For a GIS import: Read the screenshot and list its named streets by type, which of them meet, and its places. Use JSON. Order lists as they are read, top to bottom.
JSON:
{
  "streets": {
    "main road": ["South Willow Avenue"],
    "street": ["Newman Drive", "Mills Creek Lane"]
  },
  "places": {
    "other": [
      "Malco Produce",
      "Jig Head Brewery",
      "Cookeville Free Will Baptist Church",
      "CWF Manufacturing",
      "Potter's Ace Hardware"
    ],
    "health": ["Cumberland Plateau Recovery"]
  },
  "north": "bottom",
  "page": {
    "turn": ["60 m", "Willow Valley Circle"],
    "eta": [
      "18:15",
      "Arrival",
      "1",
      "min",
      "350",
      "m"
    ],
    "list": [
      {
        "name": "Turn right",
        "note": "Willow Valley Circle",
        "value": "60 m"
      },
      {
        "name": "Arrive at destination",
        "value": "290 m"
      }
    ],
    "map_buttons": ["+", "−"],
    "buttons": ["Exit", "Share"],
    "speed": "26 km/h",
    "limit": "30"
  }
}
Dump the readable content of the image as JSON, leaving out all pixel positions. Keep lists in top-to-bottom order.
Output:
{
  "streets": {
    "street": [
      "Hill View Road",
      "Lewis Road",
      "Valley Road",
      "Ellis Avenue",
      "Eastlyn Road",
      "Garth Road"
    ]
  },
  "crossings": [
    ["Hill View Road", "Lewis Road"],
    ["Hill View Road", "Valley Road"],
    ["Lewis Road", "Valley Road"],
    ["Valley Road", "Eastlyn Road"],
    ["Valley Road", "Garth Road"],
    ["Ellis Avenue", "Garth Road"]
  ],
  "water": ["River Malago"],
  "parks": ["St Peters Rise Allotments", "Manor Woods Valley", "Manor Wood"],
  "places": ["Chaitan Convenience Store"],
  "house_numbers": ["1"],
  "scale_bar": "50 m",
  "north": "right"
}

════════════════════

_PROMPT_
Reproduce the data in full. Nothing in it may be altered.

_RESPONSE TO THE EXERCISE_
For a GIS import: Read the screenshot and list its named streets by type, which of them meet, and its places. Use JSON. Order lists as they are read, top to bottom.
JSON:
{
  "streets": {
    "main road": ["South Willow Avenue"],
    "street": ["Newman Drive", "Mills Creek Lane"]
  },
  "places": {
    "other": [
      "Malco Produce",
      "Jig Head Brewery",
      "Cookeville Free Will Baptist Church",
      "CWF Manufacturing",
      "Potter's Ace Hardware"
    ],
    "health": ["Cumberland Plateau Recovery"]
  },
  "north": "bottom",
  "page": {
    "turn": ["60 m", "Willow Valley Circle"],
    "eta": [
      "18:15",
      "Arrival",
      "1",
      "min",
      "350",
      "m"
    ],
    "list": [
      {
        "name": "Turn right",
        "note": "Willow Valley Circle",
        "value": "60 m"
      },
      {
        "name": "Arrive at destination",
        "value": "290 m"
      }
    ],
    "map_buttons": ["+", "−"],
    "buttons": ["Exit", "Share"],
    "speed": "26 km/h",
    "limit": "30"
  }
}
Dump the readable content of the image as JSON, leaving out all pixel positions. Keep lists in top-to-bottom order.
Output:
{
  "streets": {
    "street": [
      "Hill View Road",
      "Lewis Road",
      "Valley Road",
      "Ellis Avenue",
      "Eastlyn Road",
      "Garth Road"
    ]
  },
  "crossings": [
    ["Hill View Road", "Lewis Road"],
    ["Hill View Road", "Valley Road"],
    ["Lewis Road", "Valley Road"],
    ["Valley Road", "Eastlyn Road"],
    ["Valley Road", "Garth Road"],
    ["Ellis Avenue", "Garth Road"]
  ],
  "water": ["River Malago"],
  "parks": ["St Peters Rise Allotments", "Manor Woods Valley", "Manor Wood"],
  "places": ["Chaitan Convenience Store"],
  "house_numbers": ["1"],
  "scale_bar": "50 m",
  "north": "right"
}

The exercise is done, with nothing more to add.